NETFLIX is inviting viewers to imagine their favourite Warner Bros properties turned into prestige TV shows with moody lighting and no plot development. 

Following the streamer’s purchase of the Hollywood studio for $83 billion, audiences have been ordered to choose their favourite epic to be made into a ten-hour bingeable show with utterly glacial pacing.

CEO Ted Sarandos said: “You liked Chariots of Fire? You’ll like it even more when it lasts all day and they haven’t even left Cambridge yet.

“We’ll be bringing the values which have made Netflix a thriving business, if you ignore all the debt, to the Warner Bros library.
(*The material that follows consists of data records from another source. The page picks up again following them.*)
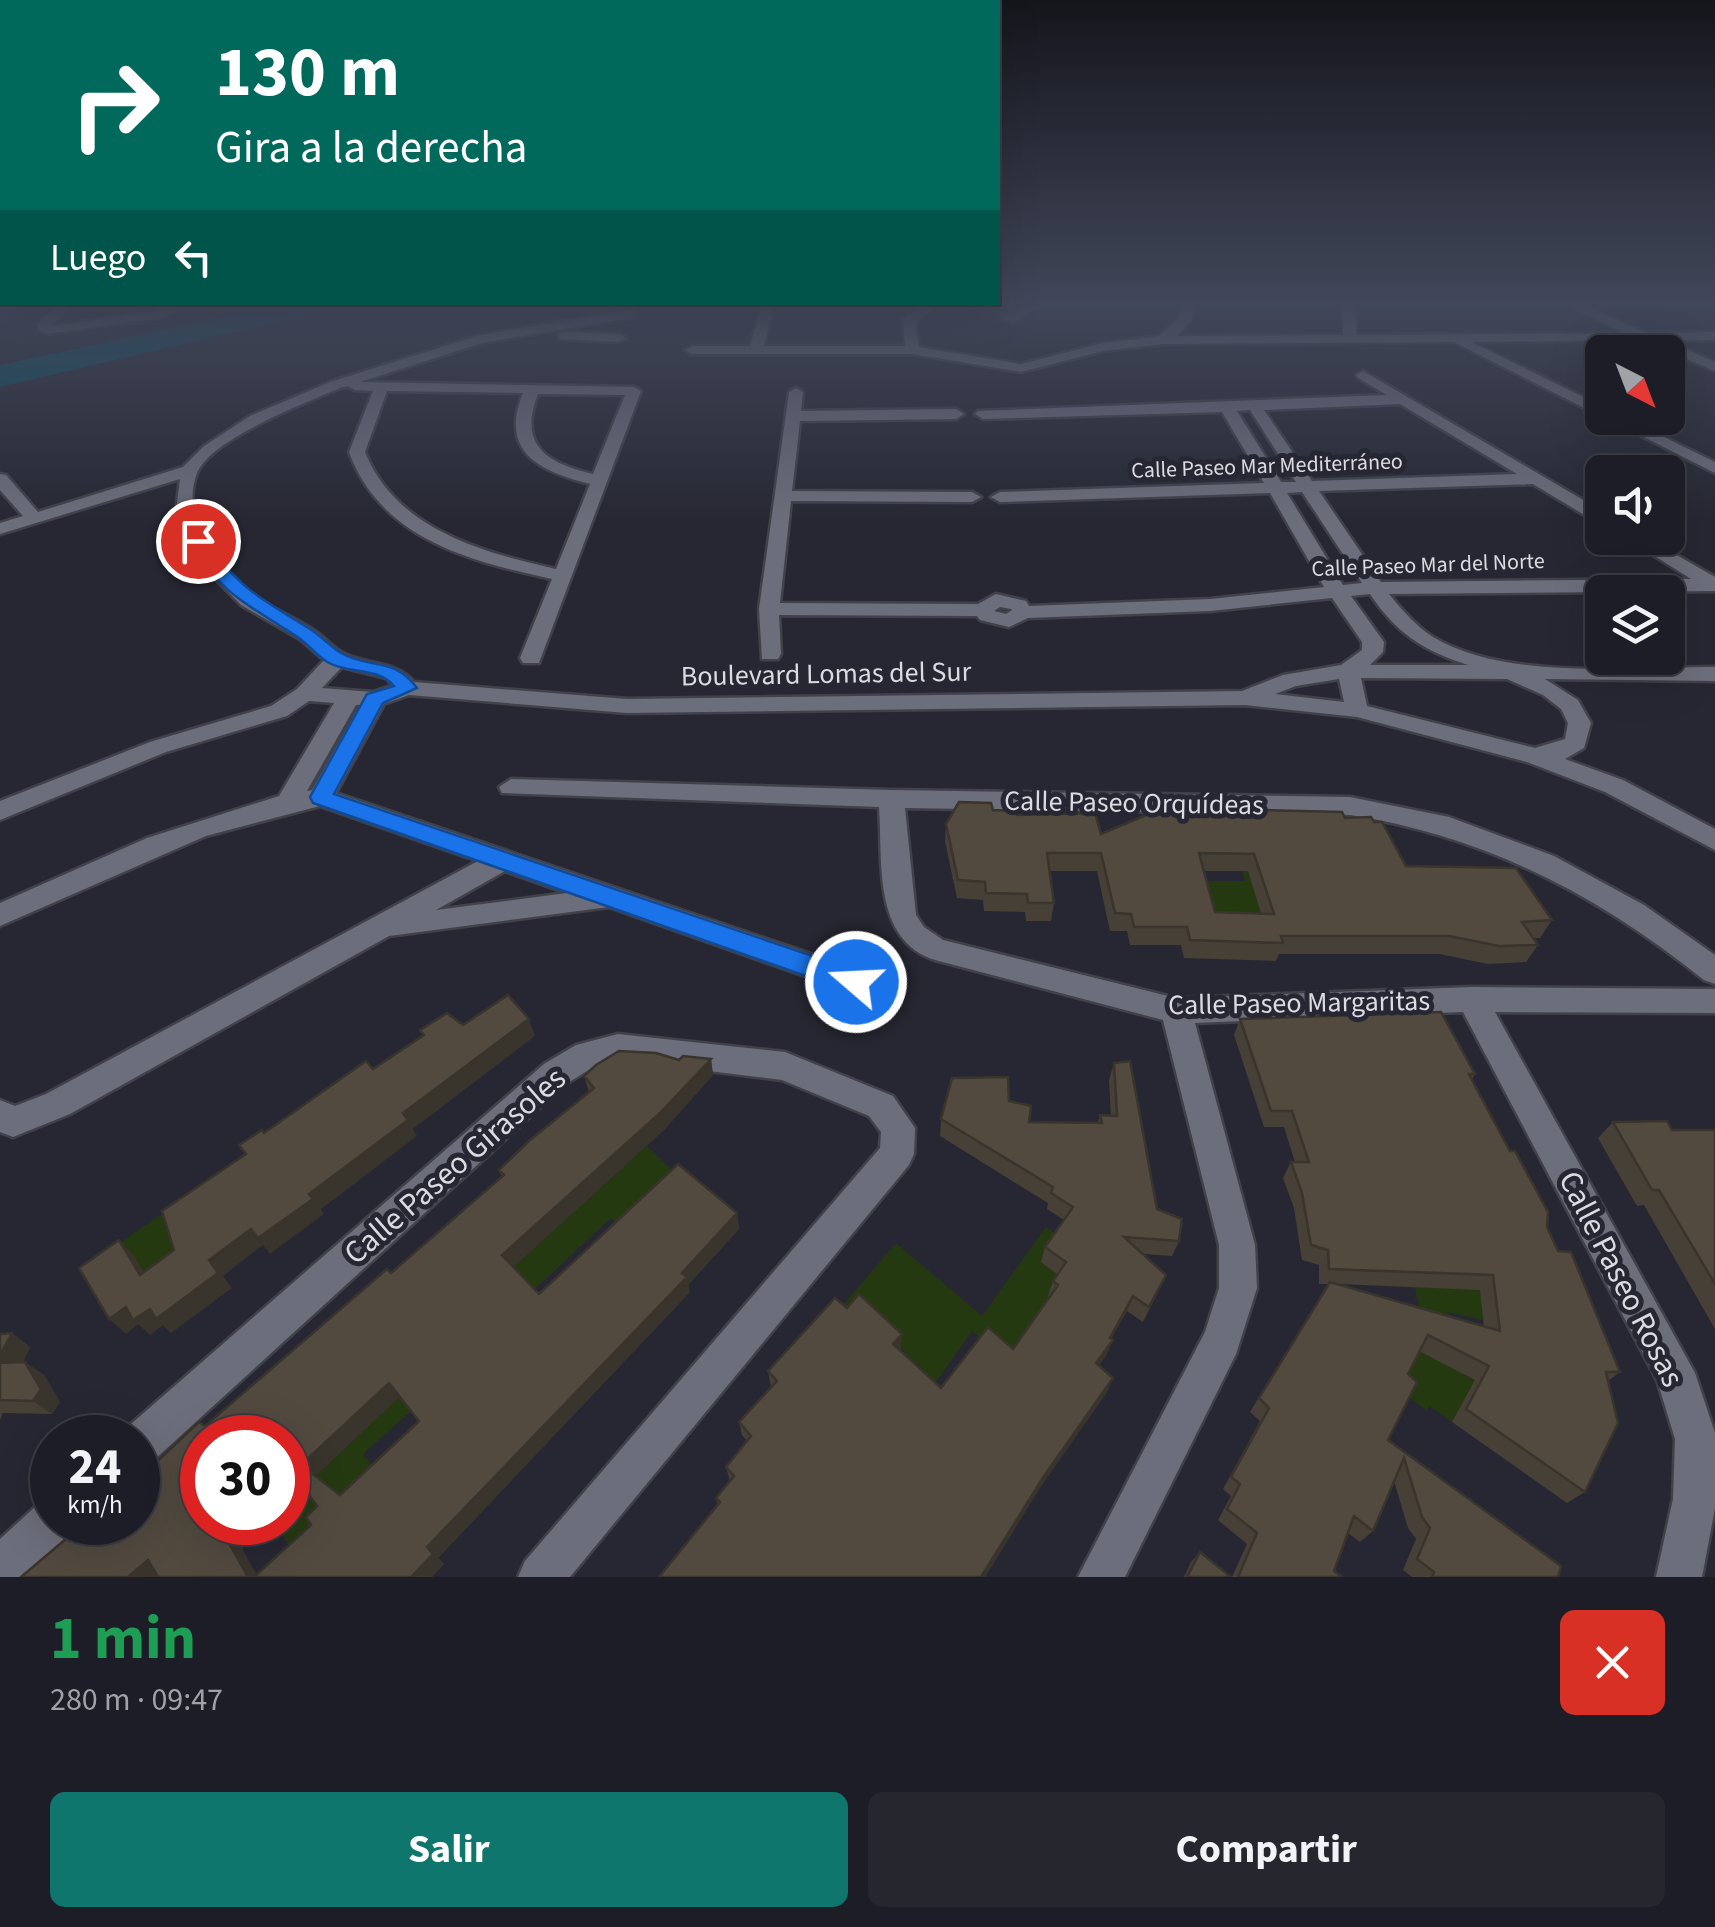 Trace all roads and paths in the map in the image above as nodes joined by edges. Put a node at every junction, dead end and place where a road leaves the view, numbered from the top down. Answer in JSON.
{"nodes":[{"id":1,"x":364,"y":377,"type":"edge"},
{"id":2,"x":1366,"y":377,"type":"edge"},
{"id":3,"x":1530,"y":377,"type":"edge"},
{"id":4,"x":336,"y":385,"type":"junction"},
{"id":5,"x":381,"y":388,"type":"junction"},
{"id":6,"x":533,"y":388,"type":"junction"},
{"id":7,"x":796,"y":392,"type":"dead end"},
{"id":8,"x":1404,"y":399,"type":"junction"},
{"id":9,"x":1253,"y":404,"type":"junction"},
{"id":10,"x":1585,"y":404,"type":"edge"},
{"id":11,"x":1226,"y":405,"type":"junction"},
{"id":12,"x":794,"y":416,"type":"junction"},
{"id":13,"x":1658,"y":435,"type":"edge"},
{"id":14,"x":1679,"y":435,"type":"edge"},
{"id":15,"x":1715,"y":452,"type":"edge"},
{"id":16,"x":1715,"y":468,"type":"edge"},
{"id":17,"x":189,"y":472,"type":"junction"},
{"id":18,"x":0,"y":479,"type":"edge"},
{"id":19,"x":1536,"y":479,"type":"junction"},
{"id":20,"x":601,"y":480,"type":"junction"},
{"id":21,"x":1306,"y":485,"type":"junction"},
{"id":22,"x":1275,"y":488,"type":"junction"},
{"id":23,"x":785,"y":496,"type":"junction"},
{"id":24,"x":1585,"y":508,"type":"edge"},
{"id":25,"x":34,"y":518,"type":"junction"},
{"id":26,"x":0,"y":529,"type":"edge"},
{"id":27,"x":1664,"y":555,"type":"edge"},
{"id":28,"x":563,"y":576,"type":"junction"},
{"id":29,"x":1715,"y":585,"type":"edge"},
{"id":30,"x":1376,"y":588,"type":"junction"},
{"id":31,"x":1336,"y":590,"type":"junction"},
{"id":32,"x":769,"y":609,"type":"junction"},
{"id":33,"x":770,"y":654,"type":"dead end"},
{"id":34,"x":530,"y":658,"type":"dead end"},
{"id":35,"x":337,"y":659,"type":"junction"},
{"id":36,"x":1348,"y":670,"type":"junction"},
{"id":37,"x":1518,"y":674,"type":"junction"},
{"id":38,"x":1715,"y":674,"type":"edge"},
{"id":39,"x":407,"y":688,"type":"junction"},
{"id":40,"x":305,"y":694,"type":"junction"},
{"id":41,"x":349,"y":697,"type":"junction"},
{"id":42,"x":1245,"y":698,"type":"junction"},
{"id":43,"x":375,"y":699,"type":"junction"},
{"id":44,"x":1357,"y":710,"type":"junction"},
{"id":45,"x":1535,"y":756,"type":"junction"},
{"id":46,"x":511,"y":787,"type":"dead end"},
{"id":47,"x":321,"y":797,"type":"junction"},
{"id":48,"x":891,"y":799,"type":"junction"},
{"id":49,"x":288,"y":802,"type":"junction"},
{"id":50,"x":0,"y":812,"type":"edge"},
{"id":51,"x":1715,"y":840,"type":"edge"},
{"id":52,"x":503,"y":860,"type":"junction"},
{"id":53,"x":612,"y":898,"type":"junction"},
{"id":54,"x":0,"y":914,"type":"edge"},
{"id":55,"x":377,"y":928,"type":"junction"},
{"id":56,"x":1715,"y":972,"type":"edge"},
{"id":57,"x":856,"y":982,"type":"dead end"},
{"id":58,"x":1472,"y":998,"type":"junction"},
{"id":59,"x":1715,"y":1001,"type":"edge"},
{"id":60,"x":1176,"y":1012,"type":"junction"},
{"id":61,"x":0,"y":1115,"type":"edge"},
{"id":62,"x":160,"y":1426,"type":"edge"},
{"id":63,"x":30,"y":1541,"type":"edge"},
{"id":64,"x":0,"y":1568,"type":"edge"},
{"id":65,"x":540,"y":1577,"type":"edge"},
{"id":66,"x":1101,"y":1577,"type":"edge"},
{"id":67,"x":1679,"y":1577,"type":"edge"}],
"edges":[{"from":1,"to":4,"type":"street"},
{"from":2,"to":8,"type":"street"},
{"from":3,"to":10,"type":"street"},
{"from":4,"to":5,"type":"street"},
{"from":4,"to":17,"type":"street"},
{"from":5,"to":6,"type":"street"},
{"from":5,"to":28,"type":"street"},
{"from":6,"to":20,"type":"street"},
{"from":6,"to":20,"type":"street"},
{"from":7,"to":12,"type":"street"},
{"from":8,"to":9,"type":"street"},
{"from":8,"to":19,"type":"street"},
{"from":9,"to":11,"type":"street"},
{"from":9,"to":21,"type":"street"},
{"from":11,"to":12,"type":"street"},
{"from":11,"to":22,"type":"street"},
{"from":12,"to":23,"type":"street"},
{"from":13,"to":16,"type":"street"},
{"from":14,"to":15,"type":"street"},
{"from":17,"to":25,"type":"street"},
{"from":17,"to":35,"type":"street"},
{"from":18,"to":25,"type":"street"},
{"from":19,"to":21,"type":"street","name":"Calle Paseo Mar Mediterráneo"},
{"from":19,"to":24,"type":"street"},
{"from":20,"to":28,"type":"street"},
{"from":21,"to":22,"type":"street","name":"Calle Paseo Mar Mediterráneo"},
{"from":21,"to":30,"type":"street"},
{"from":22,"to":23,"type":"street","name":"Calle Paseo Mar Mediterráneo"},
{"from":22,"to":31,"type":"street"},
{"from":23,"to":32,"type":"street"},
{"from":25,"to":26,"type":"street"},
{"from":27,"to":29,"type":"street"},
{"from":28,"to":34,"type":"street"},
{"from":29,"to":30,"type":"street","name":"Calle Paseo Mar del Norte"},
{"from":30,"to":31,"type":"street","name":"Calle Paseo Mar del Norte"},
{"from":30,"to":37,"type":"street"},
{"from":31,"to":32,"type":"street","name":"Calle Paseo Mar del Norte"},
{"from":31,"to":36,"type":"street"},
{"from":32,"to":33,"type":"street"},
{"from":35,"to":39,"type":"street"},
{"from":35,"to":40,"type":"street"},
{"from":36,"to":37,"type":"street","name":"Boulevard Lomas del Sur"},
{"from":36,"to":42,"type":"street","name":"Boulevard Lomas del Sur"},
{"from":36,"to":44,"type":"street"},
{"from":37,"to":38,"type":"street","name":"Boulevard Lomas del Sur"},
{"from":37,"to":45,"type":"street","name":"Boulevard Lomas del Sur"},
{"from":39,"to":42,"type":"street","name":"Boulevard Lomas del Sur"},
{"from":39,"to":43,"type":"street"},
{"from":40,"to":41,"type":"street"},
{"from":40,"to":50,"type":"street"},
{"from":41,"to":43,"type":"street"},
{"from":41,"to":49,"type":"street"},
{"from":42,"to":44,"type":"street","name":"Boulevard Lomas del Sur"},
{"from":43,"to":47,"type":"street"},
{"from":44,"to":45,"type":"street","name":"Boulevard Lomas del Sur"},
{"from":45,"to":51,"type":"street","name":"Boulevard Lomas del Sur"},
{"from":46,"to":48,"type":"street","name":"Calle Paseo Orquídeas"},
{"from":47,"to":49,"type":"street"},
{"from":47,"to":52,"type":"street"},
{"from":48,"to":56,"type":"street","name":"Calle Paseo Orquídeas"},
{"from":48,"to":60,"type":"street","name":"Calle Paseo Margaritas"},
{"from":49,"to":54,"type":"street"},
{"from":52,"to":53,"type":"street"},
{"from":52,"to":55,"type":"street"},
{"from":53,"to":55,"type":"street"},
{"from":53,"to":57,"type":"street"},
{"from":55,"to":61,"type":"street"},
{"from":58,"to":59,"type":"street","name":"Calle Paseo Margaritas"},
{"from":58,"to":60,"type":"street","name":"Calle Paseo Margaritas"},
{"from":58,"to":67,"type":"street","name":"Calle Paseo Rosas"},
{"from":60,"to":66,"type":"street"},
{"from":62,"to":65,"type":"street","name":"Calle Paseo Girasoles"},
{"from":63,"to":64,"type":"street"}]}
Expect exhaustively explored backstories, characters who take up time but go nowhere, all impossible to make out through gloom.

“Think Deliverance is a classic? It’s even better as two seasons of high-concept adventure that ends before the famous bit because audiences lost interest. 2001: A Space Odyssey a favourite? Yes, but have you seen it animated?

Casablanca itself is already in production. By the end of season one, ten hours of thrilling character development, Rick buys a cafe. At the end of season six Ilsa stays with him because our algorithm says that’s what audiences would prefer. You’ll love it.”

He added: “Oh, and all this will be happening on a screen the size of a human fingernail, on the bus, without headphones.”